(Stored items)
◆ ◆ ◆ ◆

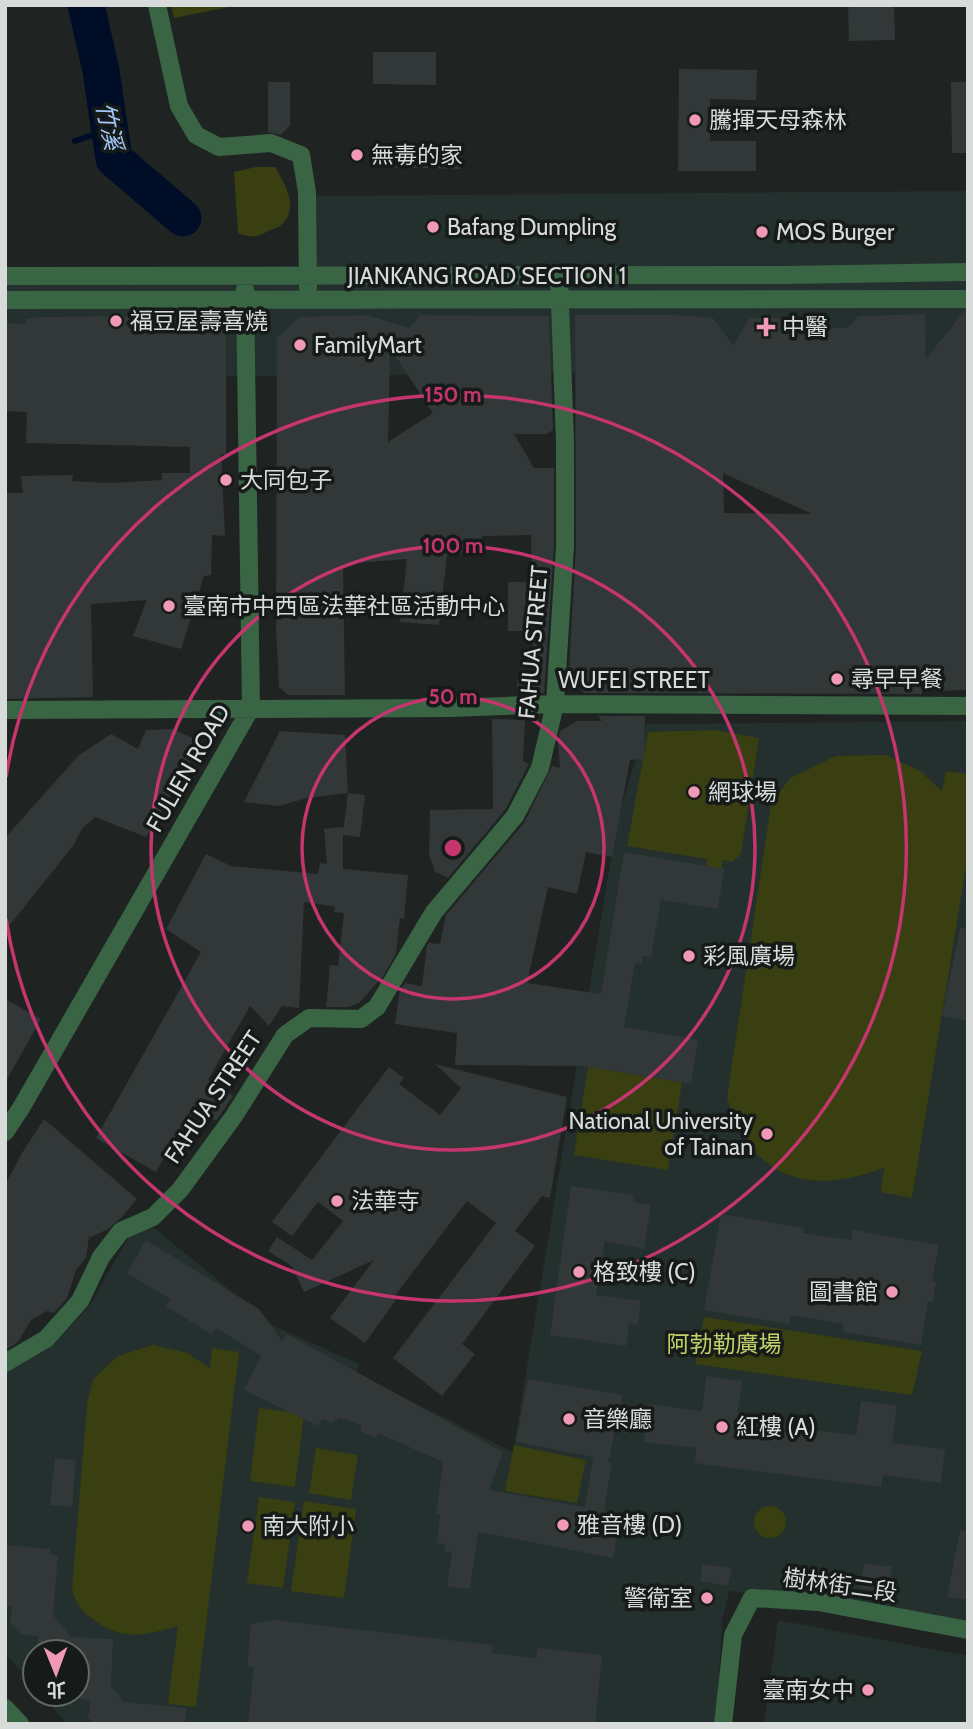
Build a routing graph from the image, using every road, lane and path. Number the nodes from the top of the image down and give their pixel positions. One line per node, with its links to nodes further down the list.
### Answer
1 (157, 5): 5 (street)
2 (968, 272): 6 (street, JIANKANG ROAD SECTION 1)
3 (5, 276): 4 (street, JIANKANG ROAD SECTION 1)
4 (245, 276): 5 (street, JIANKANG ROAD SECTION 1); 10 (street)
5 (309, 276): 6 (street, JIANKANG ROAD SECTION 1); 11 (street)
6 (559, 276): 9 (street, FAHUA STREET)
7 (968, 299): 9 (street, JIANKANG ROAD SECTION 1)
8 (5, 300): 10 (street, JIANKANG ROAD SECTION 1)
9 (560, 300): 11 (street, JIANKANG ROAD SECTION 1); 12 (street, FAHUA STREET)
10 (245, 301): 11 (street, JIANKANG ROAD SECTION 1); 14 (street, FULIEN ROAD)
11 (308, 301)
12 (555, 704): 13 (street, WUFEI STREET); 14 (street, WUFEI STREET); 17 (street, FAHUA STREET)
13 (968, 706)
14 (251, 708): 15 (street, WUFEI STREET); 16 (street, FULIEN ROAD)
15 (5, 710)
16 (5, 1132)
17 (5, 1363)
18 (968, 1630): 21 (street, 樹林街二段)
19 (5, 1708): 20 (street)
20 (20, 1724)
21 (723, 1724)

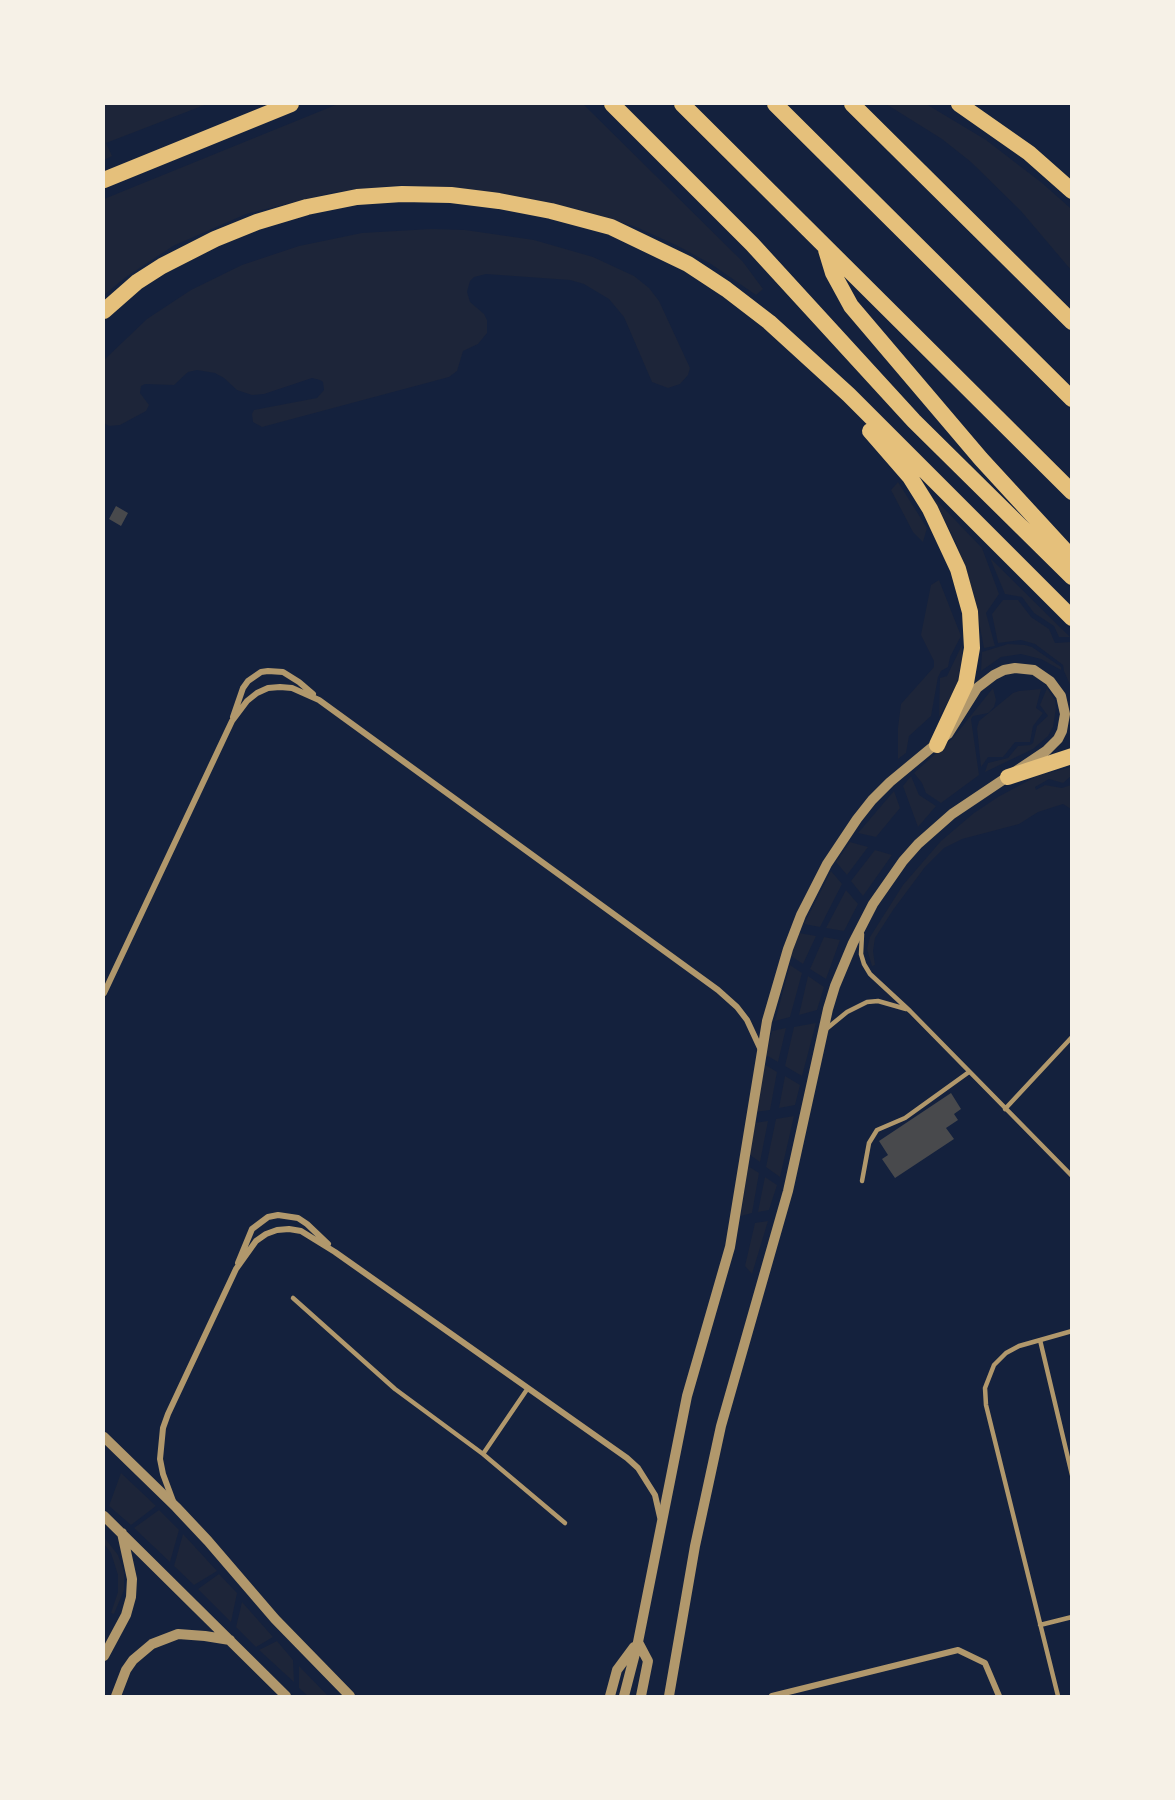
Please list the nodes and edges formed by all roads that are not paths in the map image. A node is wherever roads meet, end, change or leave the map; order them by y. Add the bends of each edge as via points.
1 (291, 104) edge
2 (612, 104) edge
3 (682, 104) edge
4 (775, 104) edge
5 (852, 104) edge
6 (959, 104) edge
7 (104, 180) edge
8 (1071, 191) edge
9 (825, 247) junction
10 (104, 309) edge
11 (1071, 322) edge
12 (800, 351) junction
13 (1071, 399) edge
14 (1071, 492) edge
15 (1071, 558) edge
16 (1071, 577) edge
17 (1071, 618) edge
18 (319, 700) junction
19 (232, 721) junction
20 (937, 745) junction
21 (1071, 756) edge
22 (1008, 777) junction
23 (864, 922) junction
24 (104, 993) edge
25 (910, 1011) junction
26 (823, 1032) junction
27 (1071, 1037) edge
28 (762, 1052) junction
29 (969, 1072) junction
30 (1005, 1109) junction
31 (1071, 1176) edge
32 (862, 1180) dead end
33 (335, 1252) junction
34 (236, 1269) junction
35 (293, 1298) dead end
36 (1071, 1331) edge
37 (1040, 1340) junction
38 (528, 1388) junction
39 (104, 1437) edge
40 (483, 1454) junction
41 (1071, 1475) edge
42 (176, 1507) junction
43 (104, 1516) edge
44 (661, 1521) junction
45 (565, 1523) dead end
46 (122, 1533) junction
47 (1071, 1617) edge
48 (1040, 1625) junction
49 (230, 1640) junction
50 (638, 1642) junction
51 (104, 1656) edge
52 (116, 1696) edge
53 (286, 1696) edge
54 (350, 1696) edge
55 (610, 1696) edge
56 (624, 1696) edge
57 (641, 1696) edge
58 (669, 1696) edge
59 (772, 1696) edge
60 (999, 1696) edge
61 (1058, 1696) edge

1 - 7 highway
2 - 16 highway via 752,244 922,429
3 - 9 highway
4 - 13 highway
5 - 11 highway
6 - 8 highway via 1029,153
9 - 14 highway
9 - 15 highway via 833,273 851,306
10 - 12 highway via 162,266 257,222 357,197 452,195 550,211 611,227 657,247 726,289
12 - 17 highway via 849,395
12 - 20 highway via 910,477 930,509 958,570 970,612 970,666
18 - 19 street via 292,688 268,688 247,700
18 - 19 street via 283,672 268,670 254,676 243,688
18 - 28 street via 728,998 747,1020
19 - 24 street
20 - 22 street via 984,681 1015,668 1034,670 1057,688 1064,705 1064,723 1053,746
20 - 28 street via 872,800 827,864 788,949
21 - 22 highway
22 - 23 street via 952,814 918,844 890,879
23 - 25 lane via 864,964
23 - 26 street via 835,986
25 - 26 lane via 878,1001 867,1002 847,1012
25 - 29 lane
26 - 58 street via 788,1191 708,1481
27 - 30 lane
28 - 44 street via 729,1247 687,1396
29 - 30 lane
29 - 32 lane via 905,1118 877,1130 869,1143
30 - 31 lane
33 - 34 street via 301,1232 277,1230 256,1241
33 - 34 street via 307,1224 289,1215 278,1215 252,1229
33 - 38 street
34 - 42 street via 163,1428 160,1459
35 - 40 lane via 395,1389
36 - 37 lane
37 - 41 lane
37 - 48 lane via 1019,1346 1000,1358 987,1380 985,1396
38 - 40 lane
38 - 44 street via 638,1468 655,1495
39 - 42 street
40 - 45 lane
42 - 54 street via 275,1619
43 - 46 street
44 - 50 street
46 - 49 street
46 - 51 street via 132,1579 131,1597
47 - 48 lane
48 - 61 lane
49 - 52 street via 178,1634 152,1644 129,1665
49 - 53 street
50 - 55 street via 617,1670
50 - 56 street
50 - 57 street via 648,1661
59 - 60 street via 958,1650 985,1663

◆ ◆ ◆ ◆

Required action
Your answer should be every entry repeated exactly, minus the pictures.

Solution for this problem
Build a routing graph from the image, using every road, lane and path. Number the nodes from the top of the image down and give their pixel positions. One line per node, with its links to nodes further down the list.
### Answer
1 (157, 5): 5 (street)
2 (968, 272): 6 (street, JIANKANG ROAD SECTION 1)
3 (5, 276): 4 (street, JIANKANG ROAD SECTION 1)
4 (245, 276): 5 (street, JIANKANG ROAD SECTION 1); 10 (street)
5 (309, 276): 6 (street, JIANKANG ROAD SECTION 1); 11 (street)
6 (559, 276): 9 (street, FAHUA STREET)
7 (968, 299): 9 (street, JIANKANG ROAD SECTION 1)
8 (5, 300): 10 (street, JIANKANG ROAD SECTION 1)
9 (560, 300): 11 (street, JIANKANG ROAD SECTION 1); 12 (street, FAHUA STREET)
10 (245, 301): 11 (street, JIANKANG ROAD SECTION 1); 14 (street, FULIEN ROAD)
11 (308, 301)
12 (555, 704): 13 (street, WUFEI STREET); 14 (street, WUFEI STREET); 17 (street, FAHUA STREET)
13 (968, 706)
14 (251, 708): 15 (street, WUFEI STREET); 16 (street, FULIEN ROAD)
15 (5, 710)
16 (5, 1132)
17 (5, 1363)
18 (968, 1630): 21 (street, 樹林街二段)
19 (5, 1708): 20 (street)
20 (20, 1724)
21 (723, 1724)

Please list the nodes and edges formed by all roads that are not paths in the map image. A node is wherever roads meet, end, change or leave the map; order them by y. Add the bends of each edge as via points.
1 (291, 104) edge
2 (612, 104) edge
3 (682, 104) edge
4 (775, 104) edge
5 (852, 104) edge
6 (959, 104) edge
7 (104, 180) edge
8 (1071, 191) edge
9 (825, 247) junction
10 (104, 309) edge
11 (1071, 322) edge
12 (800, 351) junction
13 (1071, 399) edge
14 (1071, 492) edge
15 (1071, 558) edge
16 (1071, 577) edge
17 (1071, 618) edge
18 (319, 700) junction
19 (232, 721) junction
20 (937, 745) junction
21 (1071, 756) edge
22 (1008, 777) junction
23 (864, 922) junction
24 (104, 993) edge
25 (910, 1011) junction
26 (823, 1032) junction
27 (1071, 1037) edge
28 (762, 1052) junction
29 (969, 1072) junction
30 (1005, 1109) junction
31 (1071, 1176) edge
32 (862, 1180) dead end
33 (335, 1252) junction
34 (236, 1269) junction
35 (293, 1298) dead end
36 (1071, 1331) edge
37 (1040, 1340) junction
38 (528, 1388) junction
39 (104, 1437) edge
40 (483, 1454) junction
41 (1071, 1475) edge
42 (176, 1507) junction
43 (104, 1516) edge
44 (661, 1521) junction
45 (565, 1523) dead end
46 (122, 1533) junction
47 (1071, 1617) edge
48 (1040, 1625) junction
49 (230, 1640) junction
50 (638, 1642) junction
51 (104, 1656) edge
52 (116, 1696) edge
53 (286, 1696) edge
54 (350, 1696) edge
55 (610, 1696) edge
56 (624, 1696) edge
57 (641, 1696) edge
58 (669, 1696) edge
59 (772, 1696) edge
60 (999, 1696) edge
61 (1058, 1696) edge

1 - 7 highway
2 - 16 highway via 752,244 922,429
3 - 9 highway
4 - 13 highway
5 - 11 highway
6 - 8 highway via 1029,153
9 - 14 highway
9 - 15 highway via 833,273 851,306
10 - 12 highway via 162,266 257,222 357,197 452,195 550,211 611,227 657,247 726,289
12 - 17 highway via 849,395
12 - 20 highway via 910,477 930,509 958,570 970,612 970,666
18 - 19 street via 292,688 268,688 247,700
18 - 19 street via 283,672 268,670 254,676 243,688
18 - 28 street via 728,998 747,1020
19 - 24 street
20 - 22 street via 984,681 1015,668 1034,670 1057,688 1064,705 1064,723 1053,746
20 - 28 street via 872,800 827,864 788,949
21 - 22 highway
22 - 23 street via 952,814 918,844 890,879
23 - 25 lane via 864,964
23 - 26 street via 835,986
25 - 26 lane via 878,1001 867,1002 847,1012
25 - 29 lane
26 - 58 street via 788,1191 708,1481
27 - 30 lane
28 - 44 street via 729,1247 687,1396
29 - 30 lane
29 - 32 lane via 905,1118 877,1130 869,1143
30 - 31 lane
33 - 34 street via 301,1232 277,1230 256,1241
33 - 34 street via 307,1224 289,1215 278,1215 252,1229
33 - 38 street
34 - 42 street via 163,1428 160,1459
35 - 40 lane via 395,1389
36 - 37 lane
37 - 41 lane
37 - 48 lane via 1019,1346 1000,1358 987,1380 985,1396
38 - 40 lane
38 - 44 street via 638,1468 655,1495
39 - 42 street
40 - 45 lane
42 - 54 street via 275,1619
43 - 46 street
44 - 50 street
46 - 49 street
46 - 51 street via 132,1579 131,1597
47 - 48 lane
48 - 61 lane
49 - 52 street via 178,1634 152,1644 129,1665
49 - 53 street
50 - 55 street via 617,1670
50 - 56 street
50 - 57 street via 648,1661
59 - 60 street via 958,1650 985,1663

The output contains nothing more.